E naquele momento, quando ouvi meus
irmãos a falarem cada um de si, me perguntei diversas vezes se valeria à pena
questionar sobre os mistérios além-mar, para o qual todos iam. Questionei a mim
mesmo sobre o porquê daquele imenso Navio, que já encontrava no cais daquele
pequeno porto que se via ao longe. Muitas perguntas, muitas palavras, mas
principalmente muitos sentimentos àquela que partia ante aos meus olhos, e nada
poderia fazer senão observar como um pequeno pássaro deixado pela mãe, e que
estaria por voar sozinho assim que ela se despedisse...
Ao vir aquela senhora que há muito
de mim cuidara, olhei aos céus e como era tarde, e com céu já estrelado, vi que
o grande Navio não iria apenas ao grande mar da Vida, o chamado pós-vida, mas
para as estrelas, a levar a grande Estrela, minha mãe.
Mas, em mim, mesmo com tudo que a
priori já se respondia, me aproximei dela, abracei-a tão forte quanto o abraço
do Amor que ela sentia por nós. Ao mesmo tempo, vieram todos, e num gesto tão
universal quanto familiar, um grande abraço se fez, um grande e sagrado
sentimento se fez naquele pequeno canto.
-Mãe, perguntei, não queria saber
para onde vais, mas saber se estarás bem mesmo com tudo que deixaste ao nosso
mundo, inacabado por natureza, mas que nos ajudou construir como a pedreira de
Deus, com esses tijolos fortes os quais nem mesmo o mais bruto dos homens deles
se desfaz; nos ajudou a trabalhar, mesmo com nossas parcas ferramentas, a
viver, a realizar, a nos doar como um todo, vivificar cada pessoa com nossas
palavras simples, tais quais às da senhora.

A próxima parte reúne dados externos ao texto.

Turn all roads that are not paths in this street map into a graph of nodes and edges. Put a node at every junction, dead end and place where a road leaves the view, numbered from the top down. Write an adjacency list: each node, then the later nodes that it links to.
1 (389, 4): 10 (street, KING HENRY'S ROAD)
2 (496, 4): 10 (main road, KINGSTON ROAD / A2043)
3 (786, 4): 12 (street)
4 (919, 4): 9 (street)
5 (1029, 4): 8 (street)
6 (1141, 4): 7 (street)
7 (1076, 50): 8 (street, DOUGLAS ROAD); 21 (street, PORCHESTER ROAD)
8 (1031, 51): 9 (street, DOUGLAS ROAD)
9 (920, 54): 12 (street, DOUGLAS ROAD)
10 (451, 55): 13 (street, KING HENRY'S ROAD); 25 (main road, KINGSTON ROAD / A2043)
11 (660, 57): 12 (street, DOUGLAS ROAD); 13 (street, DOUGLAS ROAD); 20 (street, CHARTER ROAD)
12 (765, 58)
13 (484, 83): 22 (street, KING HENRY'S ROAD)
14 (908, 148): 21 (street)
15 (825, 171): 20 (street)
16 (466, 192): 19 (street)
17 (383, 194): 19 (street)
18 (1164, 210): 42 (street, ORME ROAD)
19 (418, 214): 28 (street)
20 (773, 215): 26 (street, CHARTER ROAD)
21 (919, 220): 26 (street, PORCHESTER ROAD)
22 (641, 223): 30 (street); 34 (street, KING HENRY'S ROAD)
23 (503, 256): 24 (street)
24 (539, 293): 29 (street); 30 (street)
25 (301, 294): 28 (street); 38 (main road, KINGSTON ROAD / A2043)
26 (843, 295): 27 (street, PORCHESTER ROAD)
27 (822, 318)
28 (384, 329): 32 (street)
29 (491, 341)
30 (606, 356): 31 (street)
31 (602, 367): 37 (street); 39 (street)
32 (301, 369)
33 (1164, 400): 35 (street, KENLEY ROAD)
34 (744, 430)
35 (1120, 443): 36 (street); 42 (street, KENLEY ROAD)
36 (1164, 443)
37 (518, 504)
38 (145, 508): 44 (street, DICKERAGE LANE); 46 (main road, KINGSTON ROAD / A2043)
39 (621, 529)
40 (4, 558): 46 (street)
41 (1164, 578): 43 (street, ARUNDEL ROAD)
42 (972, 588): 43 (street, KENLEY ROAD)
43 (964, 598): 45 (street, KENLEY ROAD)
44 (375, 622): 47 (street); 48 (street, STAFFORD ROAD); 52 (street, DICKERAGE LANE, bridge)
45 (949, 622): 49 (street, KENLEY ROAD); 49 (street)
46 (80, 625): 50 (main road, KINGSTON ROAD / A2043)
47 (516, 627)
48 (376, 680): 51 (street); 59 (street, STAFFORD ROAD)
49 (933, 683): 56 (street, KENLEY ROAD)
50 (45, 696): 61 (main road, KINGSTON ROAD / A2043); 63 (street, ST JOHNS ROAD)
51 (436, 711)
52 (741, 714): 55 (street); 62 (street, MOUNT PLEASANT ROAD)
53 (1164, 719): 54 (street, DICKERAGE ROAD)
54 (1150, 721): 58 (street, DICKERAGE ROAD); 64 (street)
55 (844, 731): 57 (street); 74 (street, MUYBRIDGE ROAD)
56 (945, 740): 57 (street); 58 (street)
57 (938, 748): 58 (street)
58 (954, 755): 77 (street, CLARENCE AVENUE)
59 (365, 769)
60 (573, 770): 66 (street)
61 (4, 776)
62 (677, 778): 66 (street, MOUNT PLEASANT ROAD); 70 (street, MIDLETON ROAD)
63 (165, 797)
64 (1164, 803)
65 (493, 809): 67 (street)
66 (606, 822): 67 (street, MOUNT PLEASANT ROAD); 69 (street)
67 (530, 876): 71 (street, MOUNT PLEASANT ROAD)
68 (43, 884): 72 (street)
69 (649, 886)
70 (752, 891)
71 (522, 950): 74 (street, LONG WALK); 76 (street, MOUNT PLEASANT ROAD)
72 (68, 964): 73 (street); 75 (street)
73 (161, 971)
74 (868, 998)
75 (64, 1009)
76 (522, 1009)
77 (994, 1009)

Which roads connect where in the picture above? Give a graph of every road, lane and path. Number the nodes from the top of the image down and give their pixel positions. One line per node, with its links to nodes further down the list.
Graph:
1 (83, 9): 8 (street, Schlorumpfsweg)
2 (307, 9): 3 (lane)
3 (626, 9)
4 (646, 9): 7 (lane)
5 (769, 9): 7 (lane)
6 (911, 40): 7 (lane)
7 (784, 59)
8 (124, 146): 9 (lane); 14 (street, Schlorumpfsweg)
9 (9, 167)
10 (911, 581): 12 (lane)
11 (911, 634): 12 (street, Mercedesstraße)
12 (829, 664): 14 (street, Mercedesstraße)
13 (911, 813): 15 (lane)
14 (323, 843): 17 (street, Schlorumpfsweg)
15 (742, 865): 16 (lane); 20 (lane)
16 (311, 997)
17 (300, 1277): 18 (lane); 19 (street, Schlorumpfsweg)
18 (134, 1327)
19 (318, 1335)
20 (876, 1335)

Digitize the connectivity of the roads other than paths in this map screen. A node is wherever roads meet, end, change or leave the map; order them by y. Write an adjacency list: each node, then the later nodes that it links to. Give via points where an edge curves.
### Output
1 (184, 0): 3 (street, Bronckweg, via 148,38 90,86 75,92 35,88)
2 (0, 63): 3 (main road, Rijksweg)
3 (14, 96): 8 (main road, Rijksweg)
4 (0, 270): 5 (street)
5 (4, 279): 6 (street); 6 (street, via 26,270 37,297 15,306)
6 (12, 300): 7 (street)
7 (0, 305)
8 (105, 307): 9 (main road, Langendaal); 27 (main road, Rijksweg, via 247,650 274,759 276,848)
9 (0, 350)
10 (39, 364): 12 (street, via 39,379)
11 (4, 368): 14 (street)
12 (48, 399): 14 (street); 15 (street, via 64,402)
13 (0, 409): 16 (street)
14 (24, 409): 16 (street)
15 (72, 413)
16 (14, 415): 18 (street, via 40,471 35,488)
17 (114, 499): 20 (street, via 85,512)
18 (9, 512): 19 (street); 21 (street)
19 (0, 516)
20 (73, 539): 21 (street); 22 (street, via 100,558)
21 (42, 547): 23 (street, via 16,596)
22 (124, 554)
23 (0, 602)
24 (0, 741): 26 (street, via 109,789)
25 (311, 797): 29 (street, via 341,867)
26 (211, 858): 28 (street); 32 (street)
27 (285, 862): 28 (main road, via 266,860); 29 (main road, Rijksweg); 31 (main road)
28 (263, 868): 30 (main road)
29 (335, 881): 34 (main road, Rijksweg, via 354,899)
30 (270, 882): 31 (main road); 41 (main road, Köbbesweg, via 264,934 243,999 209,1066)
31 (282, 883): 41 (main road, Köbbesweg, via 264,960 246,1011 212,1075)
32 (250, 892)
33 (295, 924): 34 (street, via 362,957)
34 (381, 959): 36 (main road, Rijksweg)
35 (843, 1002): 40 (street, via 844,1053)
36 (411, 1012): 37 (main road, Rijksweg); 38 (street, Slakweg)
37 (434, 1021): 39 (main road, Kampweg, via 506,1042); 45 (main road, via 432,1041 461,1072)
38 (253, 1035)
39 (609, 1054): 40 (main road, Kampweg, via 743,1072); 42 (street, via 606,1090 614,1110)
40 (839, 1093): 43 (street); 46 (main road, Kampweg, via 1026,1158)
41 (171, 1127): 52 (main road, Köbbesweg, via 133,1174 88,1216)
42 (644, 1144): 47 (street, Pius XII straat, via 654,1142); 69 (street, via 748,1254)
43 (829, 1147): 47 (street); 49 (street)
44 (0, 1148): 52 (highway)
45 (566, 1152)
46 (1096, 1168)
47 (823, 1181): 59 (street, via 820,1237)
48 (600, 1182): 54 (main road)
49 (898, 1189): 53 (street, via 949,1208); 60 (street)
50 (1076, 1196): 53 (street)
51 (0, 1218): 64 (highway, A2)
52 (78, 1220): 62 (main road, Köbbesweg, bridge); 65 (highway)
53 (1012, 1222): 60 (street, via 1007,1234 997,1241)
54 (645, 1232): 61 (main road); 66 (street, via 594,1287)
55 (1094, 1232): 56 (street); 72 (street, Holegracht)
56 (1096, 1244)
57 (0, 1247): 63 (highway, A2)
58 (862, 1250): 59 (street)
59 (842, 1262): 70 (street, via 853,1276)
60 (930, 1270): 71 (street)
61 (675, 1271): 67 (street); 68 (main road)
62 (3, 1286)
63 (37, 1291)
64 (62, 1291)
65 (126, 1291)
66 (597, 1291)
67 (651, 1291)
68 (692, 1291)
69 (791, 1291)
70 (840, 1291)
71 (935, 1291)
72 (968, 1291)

Mãe, hoje, sofremos de muitas
coisas, e principalmente do mundo que nos corrói a alma, das pessoas, da paz
mentirosa, da guerra entre a vida e a morte.. Mas vós, mãe, nos ensinou a enfrentar
a brutalidade com trabalho, a insensatez com a simplicidade, a loucura humana,
com gestos de amor.
Mãe, sei que és a tua hora. Mas não
é a nossa. Sabemos que, quando subires naquele Navio, iremos cair em vida,
sofrer ante a todos, e voltaremos nos tornar fracos. Fica conosco, pois seu
lugar é e sempre será conosco...
- Meu filho, disse ela, com
lágrimas na face, não consigo visualizar um ser tão sábio quanto vós. Nem mesmo
Salomão em seus dias mais mágicos poderia entender como um homem suporta tanto
conhecimento. Meu filho, vós que me fazeis tais perguntas, no fundo, sabes a
resposta de todas elas, e quando olhas em meus olhos, e quando ponderas o
porquê da vida, e quando olhas as estrelas em sinal de oração, sabes que estou
ao seu lado, como agora, e estarei sempre.
Continua...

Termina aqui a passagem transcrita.